Tom Andrews, president of the Genocide Intervention Network / Save Darfur Coalition, said that the international community “must recalibrate their relationship with North and South Sudan. For the North, this means sustaining pressure on the government to enact genuine political reform and bring an end to the conflict in Darfur. For the South, this means increasing international criticism of corruption and harassment of human rights activists.”
The report highlights the alarming escalation of violence along Sudan’s border areas, citing military attacks in South Kordofan and Abyei as well as Darfur region.

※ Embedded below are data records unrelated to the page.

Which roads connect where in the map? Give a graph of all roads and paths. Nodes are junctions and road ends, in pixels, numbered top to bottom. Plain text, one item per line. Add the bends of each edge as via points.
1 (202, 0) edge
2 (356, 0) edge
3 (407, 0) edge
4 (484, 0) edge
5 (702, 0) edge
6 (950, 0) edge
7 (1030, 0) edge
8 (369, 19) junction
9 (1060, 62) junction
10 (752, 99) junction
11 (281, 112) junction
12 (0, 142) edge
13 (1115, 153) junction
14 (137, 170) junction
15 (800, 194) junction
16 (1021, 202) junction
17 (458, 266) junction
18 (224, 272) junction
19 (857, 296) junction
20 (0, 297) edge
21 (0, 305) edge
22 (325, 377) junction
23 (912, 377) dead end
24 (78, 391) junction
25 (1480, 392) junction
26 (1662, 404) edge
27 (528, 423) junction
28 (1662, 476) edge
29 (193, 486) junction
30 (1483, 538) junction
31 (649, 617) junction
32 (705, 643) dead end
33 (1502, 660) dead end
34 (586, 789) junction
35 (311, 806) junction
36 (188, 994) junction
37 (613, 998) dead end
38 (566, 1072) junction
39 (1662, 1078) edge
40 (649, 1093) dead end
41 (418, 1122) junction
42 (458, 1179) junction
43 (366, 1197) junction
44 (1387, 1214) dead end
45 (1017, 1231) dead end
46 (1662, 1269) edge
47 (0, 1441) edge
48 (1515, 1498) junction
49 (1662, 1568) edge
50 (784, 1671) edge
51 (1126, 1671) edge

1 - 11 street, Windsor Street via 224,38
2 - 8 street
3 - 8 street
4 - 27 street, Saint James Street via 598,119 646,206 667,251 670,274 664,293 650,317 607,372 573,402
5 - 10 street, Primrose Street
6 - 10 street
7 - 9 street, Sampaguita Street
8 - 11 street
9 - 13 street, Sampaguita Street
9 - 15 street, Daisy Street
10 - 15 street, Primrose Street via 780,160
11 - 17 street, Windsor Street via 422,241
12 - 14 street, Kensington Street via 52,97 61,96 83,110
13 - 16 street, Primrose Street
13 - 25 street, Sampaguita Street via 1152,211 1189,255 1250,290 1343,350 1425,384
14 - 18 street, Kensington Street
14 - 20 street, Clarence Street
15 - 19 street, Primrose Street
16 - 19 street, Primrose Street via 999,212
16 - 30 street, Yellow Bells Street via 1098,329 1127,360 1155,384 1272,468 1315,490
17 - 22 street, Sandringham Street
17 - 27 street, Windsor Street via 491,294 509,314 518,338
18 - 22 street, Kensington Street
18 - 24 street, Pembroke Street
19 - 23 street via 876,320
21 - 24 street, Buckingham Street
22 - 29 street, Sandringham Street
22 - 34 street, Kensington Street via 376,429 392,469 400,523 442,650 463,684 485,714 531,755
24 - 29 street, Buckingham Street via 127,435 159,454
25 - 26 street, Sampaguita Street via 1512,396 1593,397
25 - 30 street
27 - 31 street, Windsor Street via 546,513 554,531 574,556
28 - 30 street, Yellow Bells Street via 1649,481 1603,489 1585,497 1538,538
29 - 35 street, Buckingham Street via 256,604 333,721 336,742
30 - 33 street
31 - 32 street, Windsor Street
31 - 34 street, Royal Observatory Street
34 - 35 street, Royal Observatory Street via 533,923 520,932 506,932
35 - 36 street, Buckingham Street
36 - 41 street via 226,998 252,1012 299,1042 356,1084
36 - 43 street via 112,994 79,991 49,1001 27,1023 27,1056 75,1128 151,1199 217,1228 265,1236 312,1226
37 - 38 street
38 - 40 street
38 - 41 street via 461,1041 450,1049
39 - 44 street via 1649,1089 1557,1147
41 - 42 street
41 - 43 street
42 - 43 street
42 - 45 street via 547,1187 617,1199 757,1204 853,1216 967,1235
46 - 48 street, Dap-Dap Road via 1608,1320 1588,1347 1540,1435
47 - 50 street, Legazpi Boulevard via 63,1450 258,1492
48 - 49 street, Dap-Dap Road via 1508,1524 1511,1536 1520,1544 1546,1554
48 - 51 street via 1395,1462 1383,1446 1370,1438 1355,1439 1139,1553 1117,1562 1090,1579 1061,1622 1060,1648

The report goes on to urge the international community to increase the robustness of their engagement on Sudan in response to military aggression by “enforcing a demilitarised zone and deploying peace-keepers along the border, increasing targeted sanctions by the European Union and others, including travel bans and asset freezes on those most responsible for the violence, withholding debt relief, withholding the normalisation of US diplomatic relations, withholding benefits of full diplomatic relation.”
“Democratic reform must not be allowed to slip from the agenda in Sudan. As the Arab world fights for its freedom, oppression and human rights abuses in North Sudan continue unchecked. And in the South, misgovernance and authoritarian rule are increasing. The opportunity to help the people of Sudan will slip through the fingers of the international community unless this is dealt with now” said Osman Hummaida, Sudanese human rights activist and Director of the African Centre for Justice and Peace Studies.
Intermittent civil wars between North and South Sudan characterised the best part of the country’s history since it gained independence in 1956. It is estimated that two million people have died as a result of war, famine and disease caused by the conflict.
The war ended in 2005 when the two sides signed the Comprehensive Peace Agreement (CPA), which provided for the conduct of South Sudan referendum on independence in January. Southerners voted overwhelmingly to secede from the North and form an independent state on 9 July.